Vascular P2Y receptors mediate many effects, but the role of individual subtypes is often unclear. Here we discuss how subtype-selective antagonists and receptor knockout/knockdown have helped identify these roles in numerous species and vessels. P2Y 1 receptor-mediated vasoconstriction and endothelium-dependent vasodilation have been characterised using the selective antagonists, MRS2179 and MRS2216, whilst AR-C118925XX, a P2Y 2 receptor antagonist, reduced endothelium-dependent relaxation, and signalling evoked by UTP or fluid shear stress. P2Y 2 receptor knockdown reduced endothelial signalling and endothelial P2Y 2 receptor knockout produced hypertensive mice and abolished vasodilation elicited by an increase in flow. UTP-evoked vasoconstriction was also blocked by AR-C118925XX, but the effects of P2Y 2 receptor knockout were complex. No P2Y 4 receptor antagonists are available and P2Y 4 knockout did not affect the vascular actions of UTP and UDP. The P2Y 6 receptor antagonist, MRS2578, identified endothelial P2Y 6 receptors mediating vasodilation, but receptor knockout had complex effects.
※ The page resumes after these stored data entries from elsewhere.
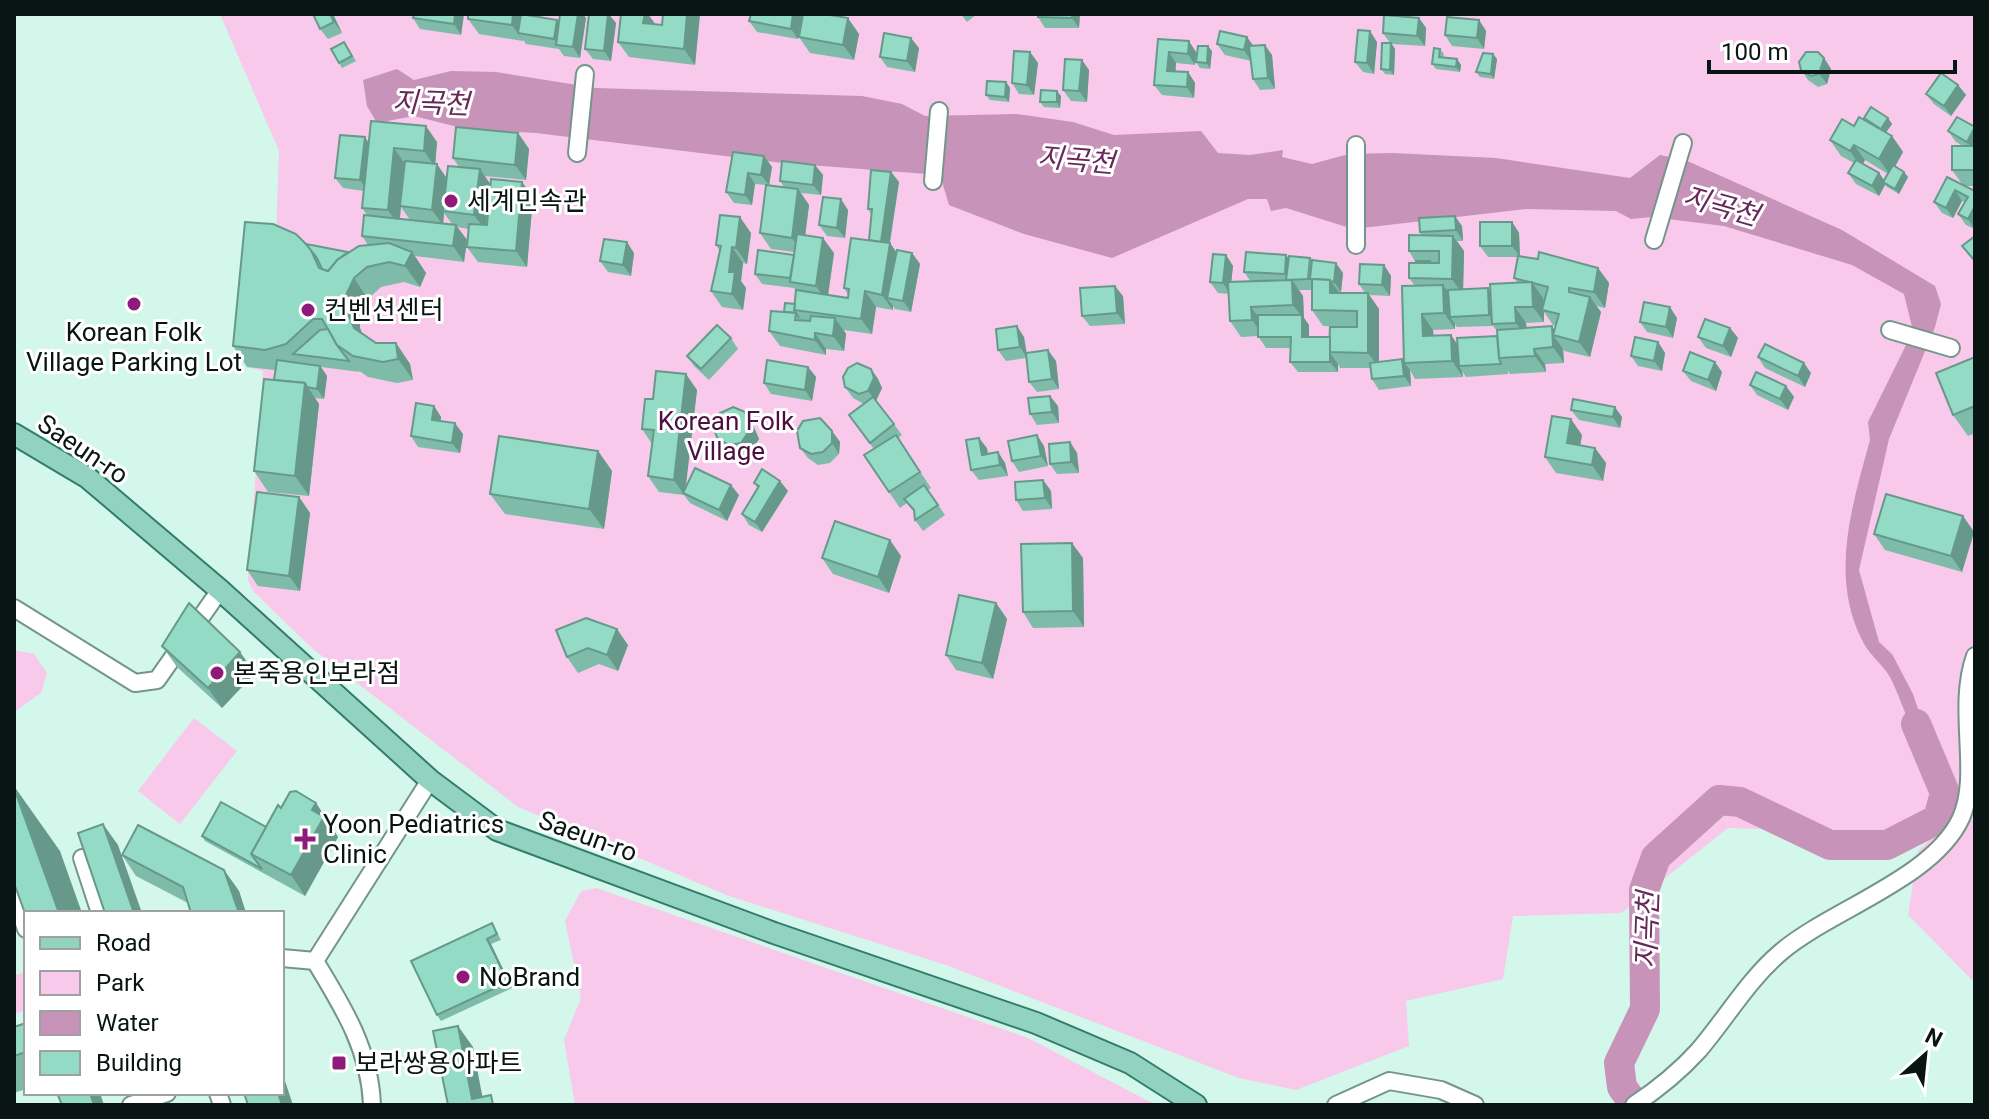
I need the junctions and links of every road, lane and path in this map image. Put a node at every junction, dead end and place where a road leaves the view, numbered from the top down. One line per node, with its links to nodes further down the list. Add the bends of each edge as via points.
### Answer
1 (585, 74): 5 (street)
2 (939, 111): 6 (street)
3 (1683, 143): 7 (street)
4 (1356, 145): 8 (street)
5 (577, 153)
6 (933, 181)
7 (1654, 240)
8 (1356, 245)
9 (1890, 330): 10 (street)
10 (1951, 348)
11 (14, 434): 12 (main road, Saeun-ro, via 88,478)
12 (220, 590): 13 (street, via 157,680 137,684); 15 (main road, Saeun-ro)
13 (14, 608)
14 (1975, 656): 28 (street, via 1967,678 1968,797 1960,821 1941,846 1891,885 1783,950 1747,985 1688,1062)
15 (430, 780): 21 (street); 25 (main road, Saeun-ro, via 497,830 1036,1023 1130,1063)
16 (82, 858): 18 (street)
17 (14, 895): 19 (street)
18 (99, 911)
19 (21, 925)
20 (284, 958): 21 (street)
21 (315, 961): 24 (street, via 347,1013 371,1073)
22 (161, 1095): 23 (street)
23 (129, 1105)
24 (372, 1105)
25 (1196, 1105)
26 (1336, 1105): 27 (street, via 1389,1081 1441,1090)
27 (1475, 1105)
28 (1634, 1105)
MRS2578 also inhibited, and P2Y 6 knockout abolished, contractions evoked by UDP. P2Y 6 receptors contribute to the myogenic tone induced by a stepped increase in vascular perfusion pressure and possibly to the development of atherosclerosis. The P2Y 11 receptor antagonists, NF157 and NF340, inhibited ATP-evoked signalling in human endothelial cells. Vasoconstriction mediated by P2Y 12 /P2Y 13 and P2Y 14 receptors was characterised using the antagonists, cangrelor, ticagrelor, AR-C67085 and MRS2211 or PPTN respectively. This has yet to be backed up by receptor knockout experiments. Thus, subtype-selective antagonists and receptor knockout/knockdown have helped identify which P2Y subtypes are functionally expressed in vascular smooth muscle and endothelial cells and the effects that they mediate.